* [To do]:
Gather every line below where "Route" appears.

**** Dataset excerpts ****

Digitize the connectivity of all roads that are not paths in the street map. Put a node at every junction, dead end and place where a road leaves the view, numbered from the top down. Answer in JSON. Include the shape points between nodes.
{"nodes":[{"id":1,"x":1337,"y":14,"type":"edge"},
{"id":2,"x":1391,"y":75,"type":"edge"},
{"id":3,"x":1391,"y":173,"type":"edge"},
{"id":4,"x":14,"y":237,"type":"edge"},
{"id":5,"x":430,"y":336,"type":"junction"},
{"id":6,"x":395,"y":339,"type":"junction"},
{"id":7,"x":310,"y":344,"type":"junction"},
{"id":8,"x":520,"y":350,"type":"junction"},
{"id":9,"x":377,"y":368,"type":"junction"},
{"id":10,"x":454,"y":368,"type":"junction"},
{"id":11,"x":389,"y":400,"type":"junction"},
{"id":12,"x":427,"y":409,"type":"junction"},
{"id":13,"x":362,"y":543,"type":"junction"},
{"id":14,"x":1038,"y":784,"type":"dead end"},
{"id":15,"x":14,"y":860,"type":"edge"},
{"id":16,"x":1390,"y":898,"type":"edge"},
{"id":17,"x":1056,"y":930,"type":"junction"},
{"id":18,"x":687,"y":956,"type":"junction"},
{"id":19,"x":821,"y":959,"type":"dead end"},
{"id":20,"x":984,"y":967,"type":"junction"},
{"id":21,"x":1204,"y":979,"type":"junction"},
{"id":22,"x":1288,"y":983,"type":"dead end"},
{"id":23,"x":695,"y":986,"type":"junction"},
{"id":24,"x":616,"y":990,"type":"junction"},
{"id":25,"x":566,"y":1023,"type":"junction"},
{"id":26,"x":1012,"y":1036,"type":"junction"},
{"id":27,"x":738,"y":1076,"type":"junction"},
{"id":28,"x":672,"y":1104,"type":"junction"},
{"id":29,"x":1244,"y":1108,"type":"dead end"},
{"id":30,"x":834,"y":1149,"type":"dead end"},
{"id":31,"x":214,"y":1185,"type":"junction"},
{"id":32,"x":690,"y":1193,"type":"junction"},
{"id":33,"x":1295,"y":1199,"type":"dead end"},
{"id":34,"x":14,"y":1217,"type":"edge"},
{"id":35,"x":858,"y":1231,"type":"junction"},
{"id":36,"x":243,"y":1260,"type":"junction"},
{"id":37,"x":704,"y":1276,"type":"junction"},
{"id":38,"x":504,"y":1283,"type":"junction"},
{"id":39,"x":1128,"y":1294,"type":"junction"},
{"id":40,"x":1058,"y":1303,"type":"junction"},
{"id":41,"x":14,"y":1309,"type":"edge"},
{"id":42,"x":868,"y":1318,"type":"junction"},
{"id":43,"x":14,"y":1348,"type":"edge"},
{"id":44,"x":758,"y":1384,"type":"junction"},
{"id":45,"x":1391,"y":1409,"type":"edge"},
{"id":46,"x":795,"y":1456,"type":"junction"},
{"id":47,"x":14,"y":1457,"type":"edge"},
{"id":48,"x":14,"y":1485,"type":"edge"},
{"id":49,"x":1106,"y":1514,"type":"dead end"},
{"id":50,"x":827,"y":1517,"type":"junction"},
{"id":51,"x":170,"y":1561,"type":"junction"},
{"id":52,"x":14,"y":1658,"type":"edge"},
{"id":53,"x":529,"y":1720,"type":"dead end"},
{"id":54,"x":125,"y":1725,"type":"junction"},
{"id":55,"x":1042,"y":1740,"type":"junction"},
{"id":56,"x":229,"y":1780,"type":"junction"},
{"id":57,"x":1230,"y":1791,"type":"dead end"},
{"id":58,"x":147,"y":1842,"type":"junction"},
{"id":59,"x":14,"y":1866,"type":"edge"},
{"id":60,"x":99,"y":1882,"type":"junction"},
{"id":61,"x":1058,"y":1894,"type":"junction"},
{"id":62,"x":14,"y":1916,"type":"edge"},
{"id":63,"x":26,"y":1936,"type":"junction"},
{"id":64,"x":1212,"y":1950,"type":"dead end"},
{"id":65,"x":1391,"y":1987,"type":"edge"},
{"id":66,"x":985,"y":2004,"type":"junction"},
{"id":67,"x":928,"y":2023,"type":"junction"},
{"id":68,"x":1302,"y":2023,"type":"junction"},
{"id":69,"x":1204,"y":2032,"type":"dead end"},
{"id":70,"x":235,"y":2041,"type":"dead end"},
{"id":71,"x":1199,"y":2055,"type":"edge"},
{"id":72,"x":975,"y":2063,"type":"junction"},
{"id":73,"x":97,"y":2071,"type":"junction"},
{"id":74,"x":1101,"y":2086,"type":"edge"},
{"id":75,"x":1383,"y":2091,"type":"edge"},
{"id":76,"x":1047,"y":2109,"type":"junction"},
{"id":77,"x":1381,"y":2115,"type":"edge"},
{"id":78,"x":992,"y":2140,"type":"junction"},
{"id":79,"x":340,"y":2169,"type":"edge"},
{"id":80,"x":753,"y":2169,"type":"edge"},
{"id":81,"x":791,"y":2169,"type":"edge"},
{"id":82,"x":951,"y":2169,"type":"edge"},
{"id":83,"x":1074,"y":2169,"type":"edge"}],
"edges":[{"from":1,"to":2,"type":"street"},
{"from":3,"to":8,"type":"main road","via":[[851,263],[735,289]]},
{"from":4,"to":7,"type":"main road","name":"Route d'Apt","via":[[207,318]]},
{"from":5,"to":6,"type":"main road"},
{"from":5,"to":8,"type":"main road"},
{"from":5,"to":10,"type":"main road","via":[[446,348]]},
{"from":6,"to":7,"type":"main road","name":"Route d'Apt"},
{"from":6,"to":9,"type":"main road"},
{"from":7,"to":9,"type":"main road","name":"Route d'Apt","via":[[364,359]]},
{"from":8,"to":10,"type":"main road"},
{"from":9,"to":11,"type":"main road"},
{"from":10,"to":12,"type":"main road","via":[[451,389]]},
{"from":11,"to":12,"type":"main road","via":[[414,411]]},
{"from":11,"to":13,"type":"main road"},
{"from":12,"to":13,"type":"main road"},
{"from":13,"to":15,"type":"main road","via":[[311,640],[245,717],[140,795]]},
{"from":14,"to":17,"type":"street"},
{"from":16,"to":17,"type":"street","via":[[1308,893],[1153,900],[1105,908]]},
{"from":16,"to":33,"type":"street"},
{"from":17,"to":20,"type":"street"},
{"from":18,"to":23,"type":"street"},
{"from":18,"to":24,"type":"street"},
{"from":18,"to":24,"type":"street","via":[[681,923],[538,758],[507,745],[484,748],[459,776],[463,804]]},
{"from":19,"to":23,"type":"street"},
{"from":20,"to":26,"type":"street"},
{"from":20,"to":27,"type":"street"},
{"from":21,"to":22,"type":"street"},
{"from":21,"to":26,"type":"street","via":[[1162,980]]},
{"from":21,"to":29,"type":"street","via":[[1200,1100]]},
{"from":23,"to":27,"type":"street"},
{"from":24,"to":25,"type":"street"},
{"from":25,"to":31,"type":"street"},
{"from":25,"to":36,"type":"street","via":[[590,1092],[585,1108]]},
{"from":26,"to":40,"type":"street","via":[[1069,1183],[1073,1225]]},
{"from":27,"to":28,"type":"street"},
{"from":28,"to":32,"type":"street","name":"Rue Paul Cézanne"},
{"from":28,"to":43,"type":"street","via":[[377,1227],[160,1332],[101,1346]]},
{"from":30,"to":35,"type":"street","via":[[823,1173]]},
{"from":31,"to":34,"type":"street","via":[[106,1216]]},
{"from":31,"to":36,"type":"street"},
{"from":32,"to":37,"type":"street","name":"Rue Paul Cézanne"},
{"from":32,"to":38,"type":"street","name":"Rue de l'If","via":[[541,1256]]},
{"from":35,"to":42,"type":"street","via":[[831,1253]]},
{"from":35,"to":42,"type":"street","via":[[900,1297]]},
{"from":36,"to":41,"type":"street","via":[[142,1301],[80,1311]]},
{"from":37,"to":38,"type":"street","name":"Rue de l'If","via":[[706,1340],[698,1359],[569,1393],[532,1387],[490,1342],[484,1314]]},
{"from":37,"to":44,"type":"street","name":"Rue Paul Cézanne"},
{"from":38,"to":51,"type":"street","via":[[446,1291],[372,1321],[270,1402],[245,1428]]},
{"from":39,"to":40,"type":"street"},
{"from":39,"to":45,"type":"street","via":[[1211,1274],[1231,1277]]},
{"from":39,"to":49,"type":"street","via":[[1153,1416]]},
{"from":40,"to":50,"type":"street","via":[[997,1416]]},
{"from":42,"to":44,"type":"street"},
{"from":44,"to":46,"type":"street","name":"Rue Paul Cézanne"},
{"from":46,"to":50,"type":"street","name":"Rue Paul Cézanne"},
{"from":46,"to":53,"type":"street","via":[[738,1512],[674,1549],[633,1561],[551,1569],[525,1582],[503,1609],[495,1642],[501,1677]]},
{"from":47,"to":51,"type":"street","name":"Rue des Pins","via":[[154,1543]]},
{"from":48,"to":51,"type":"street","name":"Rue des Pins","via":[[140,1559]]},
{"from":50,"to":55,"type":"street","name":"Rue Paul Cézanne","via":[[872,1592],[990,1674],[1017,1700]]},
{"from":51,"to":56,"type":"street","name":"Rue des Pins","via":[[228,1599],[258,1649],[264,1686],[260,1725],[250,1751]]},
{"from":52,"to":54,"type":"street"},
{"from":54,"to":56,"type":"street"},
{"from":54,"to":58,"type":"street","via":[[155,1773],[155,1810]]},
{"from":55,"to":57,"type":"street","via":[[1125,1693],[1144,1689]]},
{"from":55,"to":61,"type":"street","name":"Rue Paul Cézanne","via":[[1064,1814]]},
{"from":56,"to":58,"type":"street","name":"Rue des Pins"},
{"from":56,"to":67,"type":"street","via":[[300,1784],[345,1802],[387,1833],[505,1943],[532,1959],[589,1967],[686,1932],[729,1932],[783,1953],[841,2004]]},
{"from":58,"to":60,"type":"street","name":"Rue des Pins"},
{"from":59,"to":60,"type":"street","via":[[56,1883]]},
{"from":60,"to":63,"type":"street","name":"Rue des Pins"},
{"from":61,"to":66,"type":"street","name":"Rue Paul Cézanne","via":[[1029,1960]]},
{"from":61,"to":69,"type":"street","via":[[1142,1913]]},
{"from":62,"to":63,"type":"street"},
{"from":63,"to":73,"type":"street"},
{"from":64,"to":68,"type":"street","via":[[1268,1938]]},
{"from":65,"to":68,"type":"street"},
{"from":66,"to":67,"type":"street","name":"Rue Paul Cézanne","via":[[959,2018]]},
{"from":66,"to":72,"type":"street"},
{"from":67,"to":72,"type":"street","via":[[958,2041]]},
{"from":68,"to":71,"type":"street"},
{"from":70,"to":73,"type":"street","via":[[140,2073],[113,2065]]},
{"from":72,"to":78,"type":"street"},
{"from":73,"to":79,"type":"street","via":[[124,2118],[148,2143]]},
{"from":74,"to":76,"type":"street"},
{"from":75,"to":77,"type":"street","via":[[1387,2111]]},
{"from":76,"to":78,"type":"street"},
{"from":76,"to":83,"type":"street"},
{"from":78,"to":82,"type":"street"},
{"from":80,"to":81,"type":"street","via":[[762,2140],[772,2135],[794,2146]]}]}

****

* [Finished task]:
{"from":4,"to":7,"type":"main road","name":"Route d'Apt","via":[[207,318]]},
{"from":6,"to":7,"type":"main road","name":"Route d'Apt"},
{"from":7,"to":9,"type":"main road","name":"Route d'Apt","via":[[364,359]]},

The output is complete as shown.